Hiroshima’s Prime Minister Kishida will be watched carefully—ICAN anticipates his leadership; survivors want him to make his presence felt

by Miho Kuwajima, Kyosuke Mizukawa, and Kana Kobayashi, Staff Writers

As soon as Fumio Kishida was elected to serve as Japan’s prime minister on October 4, numerous demands were made by A-bomb survivors and anti-nuclear activists. Will Japan continue to turn its back on the Treaty on the Prohibition of Nuclear Weapons (TPNW), even as the country steadfastly maintains its policy of dependence on the U.S. nuclear umbrella? That is a question that must be asked. Since his support base is located in Hiroshima, the new prime minister’s future actions related to such issues will be watched carefully here.

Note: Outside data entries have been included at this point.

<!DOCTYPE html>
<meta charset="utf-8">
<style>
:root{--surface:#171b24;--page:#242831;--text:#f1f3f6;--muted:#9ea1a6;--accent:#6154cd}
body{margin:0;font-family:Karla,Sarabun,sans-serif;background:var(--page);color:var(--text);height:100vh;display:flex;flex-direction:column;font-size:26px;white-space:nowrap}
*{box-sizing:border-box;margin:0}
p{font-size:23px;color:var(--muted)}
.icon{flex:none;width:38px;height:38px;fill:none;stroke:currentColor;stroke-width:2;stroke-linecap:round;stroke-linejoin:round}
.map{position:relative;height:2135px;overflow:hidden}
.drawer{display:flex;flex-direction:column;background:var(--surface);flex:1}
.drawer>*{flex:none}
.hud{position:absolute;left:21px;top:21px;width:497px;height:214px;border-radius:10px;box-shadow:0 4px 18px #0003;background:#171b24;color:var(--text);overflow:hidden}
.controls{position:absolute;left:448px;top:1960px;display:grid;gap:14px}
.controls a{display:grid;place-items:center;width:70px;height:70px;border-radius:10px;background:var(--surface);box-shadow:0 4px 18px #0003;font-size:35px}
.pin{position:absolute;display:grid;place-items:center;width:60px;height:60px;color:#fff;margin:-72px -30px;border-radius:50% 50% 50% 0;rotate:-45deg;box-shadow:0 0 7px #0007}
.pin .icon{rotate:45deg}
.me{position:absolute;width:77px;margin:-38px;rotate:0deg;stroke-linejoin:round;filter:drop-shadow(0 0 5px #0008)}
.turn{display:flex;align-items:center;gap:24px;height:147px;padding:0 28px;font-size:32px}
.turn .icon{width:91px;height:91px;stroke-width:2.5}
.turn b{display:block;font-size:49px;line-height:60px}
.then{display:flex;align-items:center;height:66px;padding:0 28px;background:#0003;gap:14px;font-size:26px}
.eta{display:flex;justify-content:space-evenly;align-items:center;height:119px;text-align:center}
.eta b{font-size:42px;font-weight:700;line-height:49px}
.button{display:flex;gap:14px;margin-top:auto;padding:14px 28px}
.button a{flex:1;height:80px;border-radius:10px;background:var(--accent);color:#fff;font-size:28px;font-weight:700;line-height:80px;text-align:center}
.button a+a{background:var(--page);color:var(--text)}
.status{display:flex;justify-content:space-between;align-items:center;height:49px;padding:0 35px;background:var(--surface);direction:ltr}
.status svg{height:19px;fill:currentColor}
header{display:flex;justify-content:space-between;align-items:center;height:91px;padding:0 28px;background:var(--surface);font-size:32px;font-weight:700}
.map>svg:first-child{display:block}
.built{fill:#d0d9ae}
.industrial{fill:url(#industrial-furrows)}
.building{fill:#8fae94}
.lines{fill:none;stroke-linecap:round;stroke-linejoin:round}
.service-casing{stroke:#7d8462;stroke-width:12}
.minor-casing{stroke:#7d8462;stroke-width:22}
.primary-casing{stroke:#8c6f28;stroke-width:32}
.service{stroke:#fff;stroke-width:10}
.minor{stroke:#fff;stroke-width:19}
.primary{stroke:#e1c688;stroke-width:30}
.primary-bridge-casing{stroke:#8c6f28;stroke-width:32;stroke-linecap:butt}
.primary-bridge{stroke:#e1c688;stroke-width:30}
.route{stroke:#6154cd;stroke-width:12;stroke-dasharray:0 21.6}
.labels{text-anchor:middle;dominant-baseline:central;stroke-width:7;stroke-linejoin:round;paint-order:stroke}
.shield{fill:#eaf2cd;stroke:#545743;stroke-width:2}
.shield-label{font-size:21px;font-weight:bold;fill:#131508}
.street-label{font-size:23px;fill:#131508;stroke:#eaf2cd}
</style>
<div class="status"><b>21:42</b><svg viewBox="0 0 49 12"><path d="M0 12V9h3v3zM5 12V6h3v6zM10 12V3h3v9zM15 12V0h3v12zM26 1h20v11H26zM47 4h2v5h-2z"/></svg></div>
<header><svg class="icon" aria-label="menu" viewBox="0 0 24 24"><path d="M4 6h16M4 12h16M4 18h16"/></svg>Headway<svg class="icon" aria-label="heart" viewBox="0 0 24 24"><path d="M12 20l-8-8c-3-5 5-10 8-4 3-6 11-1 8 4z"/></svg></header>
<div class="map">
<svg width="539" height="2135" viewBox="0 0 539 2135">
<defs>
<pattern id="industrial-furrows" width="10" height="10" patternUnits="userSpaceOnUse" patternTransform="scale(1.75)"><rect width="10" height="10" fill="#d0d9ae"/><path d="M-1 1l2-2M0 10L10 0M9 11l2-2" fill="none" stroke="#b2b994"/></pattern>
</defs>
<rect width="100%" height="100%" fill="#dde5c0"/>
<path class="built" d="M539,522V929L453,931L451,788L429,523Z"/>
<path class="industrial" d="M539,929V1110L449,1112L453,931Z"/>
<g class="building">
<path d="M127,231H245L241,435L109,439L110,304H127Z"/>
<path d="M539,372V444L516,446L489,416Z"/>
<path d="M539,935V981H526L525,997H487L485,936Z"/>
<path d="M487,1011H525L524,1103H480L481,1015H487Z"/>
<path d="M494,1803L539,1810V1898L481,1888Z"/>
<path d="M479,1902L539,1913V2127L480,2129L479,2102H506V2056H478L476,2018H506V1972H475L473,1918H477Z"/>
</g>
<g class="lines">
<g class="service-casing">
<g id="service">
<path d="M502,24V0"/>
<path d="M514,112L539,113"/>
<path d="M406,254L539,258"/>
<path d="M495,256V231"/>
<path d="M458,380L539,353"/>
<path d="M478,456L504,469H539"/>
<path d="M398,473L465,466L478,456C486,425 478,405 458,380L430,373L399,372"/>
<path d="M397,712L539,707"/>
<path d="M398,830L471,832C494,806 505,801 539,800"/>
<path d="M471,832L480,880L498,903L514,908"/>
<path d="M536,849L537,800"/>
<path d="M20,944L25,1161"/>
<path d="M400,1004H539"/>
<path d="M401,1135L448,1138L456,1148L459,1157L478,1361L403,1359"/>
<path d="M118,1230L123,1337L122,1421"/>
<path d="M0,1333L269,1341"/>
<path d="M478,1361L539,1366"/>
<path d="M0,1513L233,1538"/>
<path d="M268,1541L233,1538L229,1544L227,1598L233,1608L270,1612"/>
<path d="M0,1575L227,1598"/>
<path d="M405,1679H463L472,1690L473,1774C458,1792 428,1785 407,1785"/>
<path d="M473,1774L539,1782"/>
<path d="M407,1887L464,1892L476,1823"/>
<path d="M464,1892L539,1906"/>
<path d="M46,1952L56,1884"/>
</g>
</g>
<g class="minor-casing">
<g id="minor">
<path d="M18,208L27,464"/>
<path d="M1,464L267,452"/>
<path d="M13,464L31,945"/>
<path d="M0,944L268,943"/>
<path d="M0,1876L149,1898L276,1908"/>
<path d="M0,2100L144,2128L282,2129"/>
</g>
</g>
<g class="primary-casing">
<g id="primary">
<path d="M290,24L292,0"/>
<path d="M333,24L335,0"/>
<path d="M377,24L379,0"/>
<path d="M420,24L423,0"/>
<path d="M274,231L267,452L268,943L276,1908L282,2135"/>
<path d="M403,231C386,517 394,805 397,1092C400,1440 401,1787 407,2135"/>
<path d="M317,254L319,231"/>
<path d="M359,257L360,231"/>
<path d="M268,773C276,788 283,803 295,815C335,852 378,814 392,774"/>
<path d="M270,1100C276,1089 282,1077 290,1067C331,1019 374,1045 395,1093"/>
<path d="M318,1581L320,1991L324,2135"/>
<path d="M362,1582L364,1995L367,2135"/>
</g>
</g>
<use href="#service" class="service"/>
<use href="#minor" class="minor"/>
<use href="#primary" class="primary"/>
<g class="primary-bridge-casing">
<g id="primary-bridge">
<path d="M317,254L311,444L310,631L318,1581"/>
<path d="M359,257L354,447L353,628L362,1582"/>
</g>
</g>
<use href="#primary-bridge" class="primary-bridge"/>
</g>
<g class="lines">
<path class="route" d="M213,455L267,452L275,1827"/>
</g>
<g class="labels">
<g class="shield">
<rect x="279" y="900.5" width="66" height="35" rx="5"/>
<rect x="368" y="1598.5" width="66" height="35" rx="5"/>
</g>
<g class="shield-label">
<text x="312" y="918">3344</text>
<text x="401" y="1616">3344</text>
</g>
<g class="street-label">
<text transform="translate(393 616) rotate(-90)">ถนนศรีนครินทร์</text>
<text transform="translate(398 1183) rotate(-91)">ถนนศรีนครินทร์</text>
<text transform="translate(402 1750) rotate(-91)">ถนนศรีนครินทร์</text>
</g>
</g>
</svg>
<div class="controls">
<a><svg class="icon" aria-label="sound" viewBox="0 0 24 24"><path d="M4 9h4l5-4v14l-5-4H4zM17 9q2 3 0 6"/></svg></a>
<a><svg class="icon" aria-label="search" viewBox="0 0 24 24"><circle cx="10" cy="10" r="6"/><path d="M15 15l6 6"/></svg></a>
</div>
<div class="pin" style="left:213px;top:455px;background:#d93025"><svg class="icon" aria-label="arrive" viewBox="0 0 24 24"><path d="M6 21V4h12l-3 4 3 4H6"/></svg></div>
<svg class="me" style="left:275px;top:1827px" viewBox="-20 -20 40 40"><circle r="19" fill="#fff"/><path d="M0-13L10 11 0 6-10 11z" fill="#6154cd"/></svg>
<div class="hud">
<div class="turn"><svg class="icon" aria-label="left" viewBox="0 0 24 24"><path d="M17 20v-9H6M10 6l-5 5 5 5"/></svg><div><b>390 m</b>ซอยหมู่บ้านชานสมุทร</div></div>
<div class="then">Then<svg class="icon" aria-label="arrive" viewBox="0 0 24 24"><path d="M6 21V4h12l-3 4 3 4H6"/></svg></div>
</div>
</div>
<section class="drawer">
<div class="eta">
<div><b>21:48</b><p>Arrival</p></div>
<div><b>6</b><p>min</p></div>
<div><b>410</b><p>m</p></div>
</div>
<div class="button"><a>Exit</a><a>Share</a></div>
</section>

Beatrice Fihn, 38, executive director of the International Campaign to Abolish Nuclear Weapons (ICAN; with headquarters in Switzerland), an organization that was recently awarded the Nobel Peace Prize, sent an email message to Mr. Kishida’s office. In an expression of her congratulations, she wrote, “We look forward to your leadership.”

In the note, Ms. Fihn commended Mr. Kishida for his commitment to nuclear disarmament and his support of the joint statement on the Humanitarian Consequences of Nuclear Weapons at the United Nations General Assembly First Committee (Disarmament and International Security) in 2013, at a time when he served as Japan’s foreign minister. The joint statement noted the inhumanity of nuclear weapons and warned that the weapons should never be used again. Encouraging him to participate in the First Meeting of States Parties of the TPNW, scheduled for March of next year, the message added, “I hope you and I have the opportunity to meet in person.” She also encouraged Mr. Kishida to continue to deepen his engagement with civic groups in Japan and to strengthen cooperation with A-bomb survivors.

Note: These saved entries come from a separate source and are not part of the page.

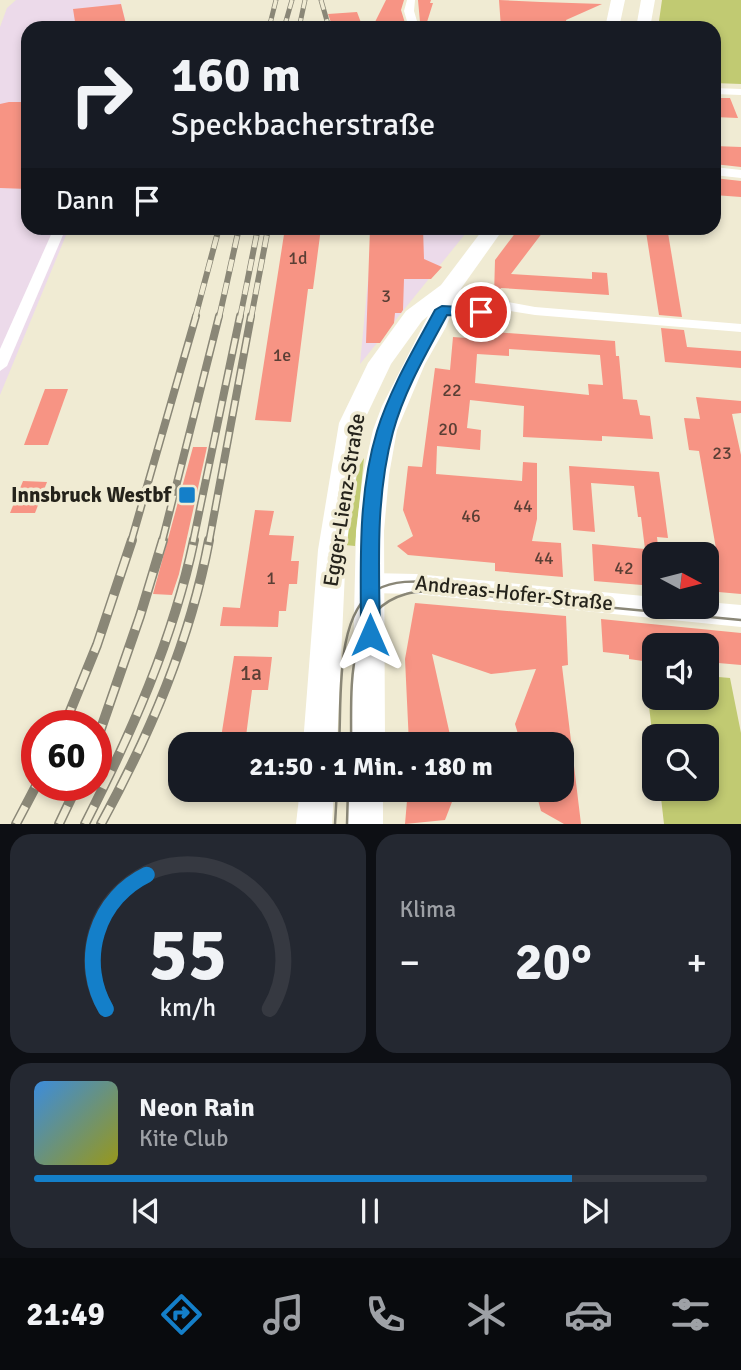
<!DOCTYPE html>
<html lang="de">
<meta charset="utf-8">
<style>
body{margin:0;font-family:Signika,sans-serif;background:#242831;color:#f1f3f6;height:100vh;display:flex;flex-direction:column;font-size:26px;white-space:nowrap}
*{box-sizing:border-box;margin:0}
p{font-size:23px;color:#9ea1a6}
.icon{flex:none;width:38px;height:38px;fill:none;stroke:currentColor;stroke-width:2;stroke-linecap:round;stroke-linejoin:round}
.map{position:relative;height:824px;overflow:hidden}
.drawer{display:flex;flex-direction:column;gap:10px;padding:10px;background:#0d0f14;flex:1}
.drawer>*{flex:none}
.banner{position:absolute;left:21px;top:21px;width:700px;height:214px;border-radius:21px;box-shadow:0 4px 10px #0003;background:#171b24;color:#f1f3f6;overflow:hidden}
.needle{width:46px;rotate:97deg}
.tools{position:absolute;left:642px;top:542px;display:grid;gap:14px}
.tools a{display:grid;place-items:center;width:77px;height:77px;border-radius:14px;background:#171b24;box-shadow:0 4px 10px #0003;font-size:35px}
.speed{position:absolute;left:21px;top:710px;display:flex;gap:14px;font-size:35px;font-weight:700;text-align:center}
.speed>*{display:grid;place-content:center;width:91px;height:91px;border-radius:50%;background:#171b24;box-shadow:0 4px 10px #0003;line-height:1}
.speed .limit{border:10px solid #d22;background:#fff;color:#111}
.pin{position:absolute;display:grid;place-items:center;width:60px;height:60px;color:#fff;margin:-30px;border:4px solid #fff;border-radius:50%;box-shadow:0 2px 7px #0007}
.me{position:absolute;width:77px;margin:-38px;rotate:0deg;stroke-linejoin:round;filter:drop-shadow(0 0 5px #0008)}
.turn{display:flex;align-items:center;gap:24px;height:147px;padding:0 35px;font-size:32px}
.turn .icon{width:91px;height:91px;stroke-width:2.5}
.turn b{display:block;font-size:49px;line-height:60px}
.then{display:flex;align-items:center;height:66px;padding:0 35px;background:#0003;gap:14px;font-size:26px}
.big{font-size:52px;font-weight:800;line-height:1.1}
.drawer .card{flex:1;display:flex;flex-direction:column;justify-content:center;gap:10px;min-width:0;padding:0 24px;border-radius:21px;background:#242831}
.drawer .dial{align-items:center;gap:0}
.dial svg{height:182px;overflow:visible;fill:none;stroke:#363941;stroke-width:7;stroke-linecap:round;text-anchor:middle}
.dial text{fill:#f1f3f6;stroke:none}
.song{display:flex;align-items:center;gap:21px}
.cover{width:84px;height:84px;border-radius:10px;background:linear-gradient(135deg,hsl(210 70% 55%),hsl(60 70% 35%))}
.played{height:7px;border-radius:4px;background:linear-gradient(90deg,#147fc9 80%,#363941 80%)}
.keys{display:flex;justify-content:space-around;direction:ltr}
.heat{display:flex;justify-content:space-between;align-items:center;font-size:38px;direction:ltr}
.drawer .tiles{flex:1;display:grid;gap:10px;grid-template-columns:1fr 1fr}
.card:last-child{grid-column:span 2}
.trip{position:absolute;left:168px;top:732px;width:406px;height:70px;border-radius:21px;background:#171b24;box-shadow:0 4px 10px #0003;font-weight:800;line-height:70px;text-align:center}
.tab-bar{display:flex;height:112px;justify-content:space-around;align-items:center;background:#090b0e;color:#9ea1a6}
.tab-bar .icon{width:49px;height:49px}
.tab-bar .current{color:#147fc9}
.tab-bar b{font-size:32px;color:#f1f3f6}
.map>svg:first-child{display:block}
</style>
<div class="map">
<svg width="741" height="824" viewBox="0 0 741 824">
<rect width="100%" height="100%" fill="#f0ebd3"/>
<!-- industrial -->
<g fill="#ecdaea">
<path d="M16,0H120L127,28H28V228H69L0,395V27L7,8Z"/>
<path d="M373,228H470L360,364Z"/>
</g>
<!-- green -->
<g fill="#c1ca72">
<path d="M662,0H741V84L714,83V28H658Z"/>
<path d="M364,458L355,546L345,545L358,468Z"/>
<path d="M645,672L654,673V698H707V676L730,678L741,733V824H664L660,789H707V737H654V749Z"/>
</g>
<!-- building -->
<g fill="#f79484" fill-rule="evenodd">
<path d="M386,0H404L401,10L405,23H401L403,28H372Z"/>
<path d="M418,0H431L430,3H433L427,22H420Z"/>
<path d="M499,0L541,2L602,4L566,20L568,28H501Z"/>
<path d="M121,4L127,28H76L73,9Z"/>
<path d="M357,12L363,28H333L328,14Z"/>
<path d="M714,98H730L738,118L714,117Z"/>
<path d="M9,102H28V189L0,188V104Z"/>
<path d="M714,146L741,147V167L714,164Z"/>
<path d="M714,178L741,181V197L714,195Z"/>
<path d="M285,228H321L313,289H308L291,422L255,420Z"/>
<path d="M370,228H423L424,259L442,267L431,279H404L403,310L401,313H395L394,323L380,343H366Z"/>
<path d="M519,228H546L511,274L592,279V272L607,273L609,295L501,288L494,296L495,260Z"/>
<path d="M646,232L668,233L682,317L659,315Z"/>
<path d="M661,328L684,330L687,347L741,351V368L665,362Z"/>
<path d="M495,332L615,341L616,356H619L623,399L637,400L640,415L650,416L653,439L602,436V441L523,437L524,406L470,400L467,428L481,430L480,450L437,446L436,474L522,481L523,462L537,463V519L532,541L561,543L563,577L495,571V563L408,555L397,546L413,536L403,510L408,466L422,467L435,368L450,370L453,337L494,340ZM509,349L600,355L603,385L588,384L589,395L475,383L477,354L509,356Z"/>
<path d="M45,389H68L48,445H24Z"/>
<path d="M696,397L741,401V413L732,414L741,455V594L707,591V559L718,560L699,451L689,450L684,418L700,419Z"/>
<path d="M193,447H207L179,574L172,595L153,594Z"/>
<path d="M569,466L659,472L668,538L657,537L659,555H654V586L594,581L592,544L645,549L641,517H638L634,486L591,483L595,532L573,530Z"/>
<path d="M23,481L47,482L35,513H10Z"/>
<path d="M255,510L274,511L269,535L294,536L291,561H299L297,584H289L286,611H279L278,627L220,626L223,607L240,608Z"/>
<path d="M415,603L566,616L568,665L562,666L581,824H564L541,811L535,789H562V744H521L515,724L536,669L491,674L432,654L452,744H409L405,659Z"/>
<path d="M601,619L741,633V665L707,662V646H654V657L643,656V661L629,659V655L603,652Z"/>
<path d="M234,656L272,657L268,690H252L245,744H220Z"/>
<path d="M408,789H457L445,820L405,824Z"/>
</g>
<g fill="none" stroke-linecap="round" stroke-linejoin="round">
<!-- street -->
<g fill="#fff" fill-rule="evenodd">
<path d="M407,0H415L414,11L419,28H409L404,11Z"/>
<path d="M714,88L741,89V95L714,94Z"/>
<path d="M714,167L741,170V178L714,175Z"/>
<path d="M54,228H66L7,366L0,371V349Z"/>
<path d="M449,286L503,301L535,307L741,324V332L535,315L510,311L509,315L504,316L437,313L435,310L437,307L442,306L494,307L444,293L442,290L444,287Z"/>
</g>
<!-- secondary -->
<path fill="#fff" fill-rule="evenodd" d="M370,573L416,574L654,597V607H707V602L741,605V627L416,594L370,593L361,590L358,583L361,576Z"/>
<!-- primary -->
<g fill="#fff" fill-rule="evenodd">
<path d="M611,0H625L619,28H605Z"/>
<path d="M641,0H655L650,28H636Z"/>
<path d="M484,228H504L460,290L446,327L425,364L397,430L389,475L384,531L385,744H351L356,531L363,475L373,430L382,406L428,316L422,321L391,364L363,423L346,550L337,744H303L318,550L339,423L368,363L406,311L441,285Z"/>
<path d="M300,789H334L332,824H296Z"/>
<path d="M349,789H383V824H347Z"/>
</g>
<!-- tram -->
<g stroke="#8a8777" stroke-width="2.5">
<path d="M339,744C342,703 334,613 376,590C394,580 415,581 435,582"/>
<path d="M351,744C352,693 343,611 406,594C416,591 428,592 438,591L741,620"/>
<path d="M335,824L337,789"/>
<path d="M347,824L348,789"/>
</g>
<defs>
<g id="rail-far3">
<path d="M321,0L329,28"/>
<path d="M269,28L276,0"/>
<path d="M284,28L292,0"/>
<path d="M299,28L305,0"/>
</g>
<g id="rail-far2">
<path d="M195,318L219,228"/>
<path d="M219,318L239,228"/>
<path d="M240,318L258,228"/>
<path d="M251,318L267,234"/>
</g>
<g id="rail-far1">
<path d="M131,542L196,316"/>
<path d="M162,542L219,316"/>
<path d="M193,542L240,316"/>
<path d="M209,542L251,316"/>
</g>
<g id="rail">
<path d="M64,726L97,645L132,540"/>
<path d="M96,743L140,616L163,540"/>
<path d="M16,824L37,784"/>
<path d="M59,824L77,786"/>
<path d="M85,824C131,734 173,640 194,540"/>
<path d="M101,824C150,734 190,641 209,540"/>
</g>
</defs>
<!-- rail-far3 casing -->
<use href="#rail-far3" stroke="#8a8777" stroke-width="5"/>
<!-- rail-far2 casing -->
<use href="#rail-far2" stroke="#8a8777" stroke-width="6"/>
<!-- rail-far1 casing -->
<use href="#rail-far1" stroke="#8a8777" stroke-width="8"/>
<!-- rail casing -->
<use href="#rail" stroke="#8a8777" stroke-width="10"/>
<!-- rail-far3 -->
<use href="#rail-far3" stroke="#f0ebd3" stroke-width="3.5" stroke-dasharray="10" stroke-linecap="butt"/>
<!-- rail-far2 -->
<use href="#rail-far2" stroke="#f0ebd3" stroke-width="4.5" stroke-dasharray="12" stroke-linecap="butt"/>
<!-- rail-far1 -->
<use href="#rail-far1" stroke="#f0ebd3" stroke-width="5" stroke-dasharray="16" stroke-linecap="butt"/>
<!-- rail -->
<use href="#rail" stroke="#f0ebd3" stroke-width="7" stroke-dasharray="20" stroke-linecap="butt"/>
</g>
<!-- route -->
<path fill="#147fc9" stroke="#0d5383" stroke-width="2" d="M442,306L481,308L488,312L481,317L447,315C427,352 404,391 393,432C375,498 379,567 380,635L377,640L370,643L364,640L361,635C361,567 357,497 377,431C390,389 414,349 435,310Z"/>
<!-- markers -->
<rect fill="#147fc9" stroke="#f0ebd3" stroke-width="2.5" x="178" y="486" width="18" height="18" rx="3.5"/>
<g text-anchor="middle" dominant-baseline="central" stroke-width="7" stroke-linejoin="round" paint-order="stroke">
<!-- number labels -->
<g font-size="18" fill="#5a3f35">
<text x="298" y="258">1d</text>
<text x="386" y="296">3</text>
<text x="282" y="355">1e</text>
<text x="452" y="390">22</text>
<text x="448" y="429">20</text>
<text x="722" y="453">23</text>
<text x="523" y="506">44</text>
<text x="471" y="516">46</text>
<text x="544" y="558">44</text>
<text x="624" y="568">42</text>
<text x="271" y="578">1</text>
</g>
<!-- poi labels -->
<g font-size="21" font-weight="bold" fill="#25231b" stroke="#f0ebd3" text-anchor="end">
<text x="171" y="495">Innsbruck Westbf</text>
</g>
<!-- street labels -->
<g font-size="21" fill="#25231b" stroke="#f0ebd3">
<text transform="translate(344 500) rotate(-81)">Egger-Lienz-Straße</text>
<text transform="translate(514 593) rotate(6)">Andreas-Hofer-Straße</text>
</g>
<!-- near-number labels -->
<g font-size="21" fill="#5a3f35">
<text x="251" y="673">1a</text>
</g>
</g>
</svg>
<div class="tools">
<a><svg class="needle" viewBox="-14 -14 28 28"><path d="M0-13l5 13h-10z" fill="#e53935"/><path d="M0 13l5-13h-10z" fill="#9ea1a6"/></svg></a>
<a><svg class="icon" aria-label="sound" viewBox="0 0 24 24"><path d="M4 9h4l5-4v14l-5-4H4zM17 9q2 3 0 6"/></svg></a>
<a><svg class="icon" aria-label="search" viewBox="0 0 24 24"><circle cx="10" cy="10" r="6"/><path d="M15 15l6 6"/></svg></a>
</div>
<div class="speed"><div class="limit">60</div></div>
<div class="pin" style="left:481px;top:312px;background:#d93025"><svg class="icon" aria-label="arrive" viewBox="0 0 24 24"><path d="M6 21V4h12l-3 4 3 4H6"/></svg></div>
<svg class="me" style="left:370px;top:635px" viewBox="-20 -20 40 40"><path d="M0-17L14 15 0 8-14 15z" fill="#147fc9" stroke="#fff" stroke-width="4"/></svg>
<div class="trip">21:50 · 1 Min. · 180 m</div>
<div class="banner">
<div class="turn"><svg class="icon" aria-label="right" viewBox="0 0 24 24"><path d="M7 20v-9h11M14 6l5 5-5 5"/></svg><div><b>160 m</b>Speckbacherstraße</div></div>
<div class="then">Dann<svg class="icon" aria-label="arrive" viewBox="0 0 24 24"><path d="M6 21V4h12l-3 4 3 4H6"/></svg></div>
</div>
</div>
<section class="drawer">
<div class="tiles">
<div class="card dial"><svg viewBox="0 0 100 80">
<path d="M14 69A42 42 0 1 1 86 69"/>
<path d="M14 69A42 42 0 0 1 32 10" stroke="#147fc9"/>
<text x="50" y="56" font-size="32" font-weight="700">55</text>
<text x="50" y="72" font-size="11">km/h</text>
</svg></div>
<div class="card"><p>Klima</p>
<div class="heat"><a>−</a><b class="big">20°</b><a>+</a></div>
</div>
<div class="card">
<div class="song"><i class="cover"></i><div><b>Neon Rain</b><p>Kite Club</p></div></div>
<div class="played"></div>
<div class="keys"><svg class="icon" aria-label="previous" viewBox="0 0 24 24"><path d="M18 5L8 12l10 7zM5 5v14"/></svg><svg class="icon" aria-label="pause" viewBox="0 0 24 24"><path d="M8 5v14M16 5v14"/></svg><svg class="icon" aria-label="next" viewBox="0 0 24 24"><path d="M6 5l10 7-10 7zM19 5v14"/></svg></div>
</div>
</div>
</section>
<nav class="tab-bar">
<b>21:49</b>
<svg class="icon current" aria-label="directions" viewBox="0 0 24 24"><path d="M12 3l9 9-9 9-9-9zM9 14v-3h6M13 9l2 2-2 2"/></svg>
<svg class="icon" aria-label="music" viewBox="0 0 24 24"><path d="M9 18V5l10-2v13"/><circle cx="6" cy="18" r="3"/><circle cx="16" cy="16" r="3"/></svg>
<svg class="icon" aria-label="phone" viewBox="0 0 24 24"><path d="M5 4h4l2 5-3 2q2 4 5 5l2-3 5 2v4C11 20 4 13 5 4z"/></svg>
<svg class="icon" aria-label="climate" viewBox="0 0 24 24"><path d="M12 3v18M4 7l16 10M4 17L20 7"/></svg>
<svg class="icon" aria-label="car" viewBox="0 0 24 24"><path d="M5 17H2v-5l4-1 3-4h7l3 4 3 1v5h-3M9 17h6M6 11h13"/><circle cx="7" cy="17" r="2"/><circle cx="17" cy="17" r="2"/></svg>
<svg class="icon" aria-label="filters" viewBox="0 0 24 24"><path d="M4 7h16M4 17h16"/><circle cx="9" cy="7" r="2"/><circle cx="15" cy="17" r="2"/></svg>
</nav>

For their part, A-bomb survivors called on Mr. Kishida to participate in the First Meeting of States Parties of the TPNW, which will be held in Vienna, Austria, as well as to sign and ratify the TPNW.

“I want him to participate in the meeting himself and listen to what the treaty’s supporter nations have to say. I want him to take such action even if other members of the government object, making his presence felt in the world,” said Toshiyuki Mimaki, 79, acting chair of the Hiroshima Prefectural Confederation of A-bomb Sufferers Organizations (Hiroshima Hidankyo), chaired by Sunao Tsuboi. Kunihiko Sakuma, 76, chair of the other Hiroshima Hidankyo, said about the new prime minister, “He must implement policies that focus on survivors and adhere to the three non-nuclear principles.”

Terumi Tanaka, 89, co-chair of the Japan Confederation of A- and H-Bomb Sufferers Organizations and a resident of Niiza City in Saitama Prefecture, is a survivor of the Nagasaki atomic bombing. “Mr. Kishida served as foreign minister in the Abe administration at a time when the government decided it would not join the TPNW negotiations in 2017,” said Mr. Tanaka. “He showed no signs of being a lawmaker from Hiroshima. He must now conduct diplomacy that will cause people to praise him as a politician with great understanding of nuclear issues.”